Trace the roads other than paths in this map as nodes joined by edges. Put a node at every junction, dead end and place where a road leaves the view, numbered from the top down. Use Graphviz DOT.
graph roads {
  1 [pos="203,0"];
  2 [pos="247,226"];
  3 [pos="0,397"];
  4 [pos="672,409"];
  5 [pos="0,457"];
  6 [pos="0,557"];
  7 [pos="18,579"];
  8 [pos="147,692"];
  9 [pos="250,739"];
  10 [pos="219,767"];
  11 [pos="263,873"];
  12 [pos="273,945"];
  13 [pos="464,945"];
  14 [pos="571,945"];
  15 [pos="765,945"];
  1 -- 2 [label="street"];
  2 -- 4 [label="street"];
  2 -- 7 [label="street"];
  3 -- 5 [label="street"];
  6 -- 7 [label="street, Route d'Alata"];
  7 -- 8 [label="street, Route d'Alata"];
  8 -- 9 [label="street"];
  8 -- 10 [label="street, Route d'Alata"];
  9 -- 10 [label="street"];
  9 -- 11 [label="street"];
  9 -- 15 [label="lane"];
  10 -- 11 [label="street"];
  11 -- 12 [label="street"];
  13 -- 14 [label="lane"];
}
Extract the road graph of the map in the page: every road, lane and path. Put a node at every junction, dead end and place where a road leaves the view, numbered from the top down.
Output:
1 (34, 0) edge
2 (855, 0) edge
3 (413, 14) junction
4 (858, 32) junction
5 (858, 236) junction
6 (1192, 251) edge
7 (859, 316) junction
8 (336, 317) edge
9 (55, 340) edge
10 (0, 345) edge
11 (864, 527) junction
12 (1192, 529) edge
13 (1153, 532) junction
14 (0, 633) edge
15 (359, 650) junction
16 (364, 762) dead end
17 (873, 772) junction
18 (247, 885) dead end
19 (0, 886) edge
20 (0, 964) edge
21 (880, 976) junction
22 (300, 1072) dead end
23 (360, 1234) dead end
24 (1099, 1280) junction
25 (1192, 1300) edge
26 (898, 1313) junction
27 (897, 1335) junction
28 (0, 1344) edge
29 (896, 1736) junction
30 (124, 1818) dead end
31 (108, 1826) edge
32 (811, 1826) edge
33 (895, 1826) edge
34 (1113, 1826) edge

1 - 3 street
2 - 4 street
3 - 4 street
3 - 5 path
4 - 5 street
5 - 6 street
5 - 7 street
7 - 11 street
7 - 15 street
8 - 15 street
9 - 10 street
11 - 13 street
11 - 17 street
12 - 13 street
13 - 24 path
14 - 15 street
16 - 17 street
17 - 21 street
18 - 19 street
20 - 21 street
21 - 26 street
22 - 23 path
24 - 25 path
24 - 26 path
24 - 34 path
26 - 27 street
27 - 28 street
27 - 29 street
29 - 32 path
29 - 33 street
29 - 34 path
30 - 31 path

☆ ☆ ☆ ☆

▶ **Directions**: After reading the records above, transcribe them verbatim.

▶ **Result of the task**:
Trace the roads other than paths in this map as nodes joined by edges. Put a node at every junction, dead end and place where a road leaves the view, numbered from the top down. Use Graphviz DOT.
graph roads {
  1 [pos="203,0"];
  2 [pos="247,226"];
  3 [pos="0,397"];
  4 [pos="672,409"];
  5 [pos="0,457"];
  6 [pos="0,557"];
  7 [pos="18,579"];
  8 [pos="147,692"];
  9 [pos="250,739"];
  10 [pos="219,767"];
  11 [pos="263,873"];
  12 [pos="273,945"];
  13 [pos="464,945"];
  14 [pos="571,945"];
  15 [pos="765,945"];
  1 -- 2 [label="street"];
  2 -- 4 [label="street"];
  2 -- 7 [label="street"];
  3 -- 5 [label="street"];
  6 -- 7 [label="street, Route d'Alata"];
  7 -- 8 [label="street, Route d'Alata"];
  8 -- 9 [label="street"];
  8 -- 10 [label="street, Route d'Alata"];
  9 -- 10 [label="street"];
  9 -- 11 [label="street"];
  9 -- 15 [label="lane"];
  10 -- 11 [label="street"];
  11 -- 12 [label="street"];
  13 -- 14 [label="lane"];
}
Extract the road graph of the map in the page: every road, lane and path. Put a node at every junction, dead end and place where a road leaves the view, numbered from the top down.
Output:
1 (34, 0) edge
2 (855, 0) edge
3 (413, 14) junction
4 (858, 32) junction
5 (858, 236) junction
6 (1192, 251) edge
7 (859, 316) junction
8 (336, 317) edge
9 (55, 340) edge
10 (0, 345) edge
11 (864, 527) junction
12 (1192, 529) edge
13 (1153, 532) junction
14 (0, 633) edge
15 (359, 650) junction
16 (364, 762) dead end
17 (873, 772) junction
18 (247, 885) dead end
19 (0, 886) edge
20 (0, 964) edge
21 (880, 976) junction
22 (300, 1072) dead end
23 (360, 1234) dead end
24 (1099, 1280) junction
25 (1192, 1300) edge
26 (898, 1313) junction
27 (897, 1335) junction
28 (0, 1344) edge
29 (896, 1736) junction
30 (124, 1818) dead end
31 (108, 1826) edge
32 (811, 1826) edge
33 (895, 1826) edge
34 (1113, 1826) edge

1 - 3 street
2 - 4 street
3 - 4 street
3 - 5 path
4 - 5 street
5 - 6 street
5 - 7 street
7 - 11 street
7 - 15 street
8 - 15 street
9 - 10 street
11 - 13 street
11 - 17 street
12 - 13 street
13 - 24 path
14 - 15 street
16 - 17 street
17 - 21 street
18 - 19 street
20 - 21 street
21 - 26 street
22 - 23 path
24 - 25 path
24 - 26 path
24 - 34 path
26 - 27 street
27 - 28 street
27 - 29 street
29 - 32 path
29 - 33 street
29 - 34 path
30 - 31 path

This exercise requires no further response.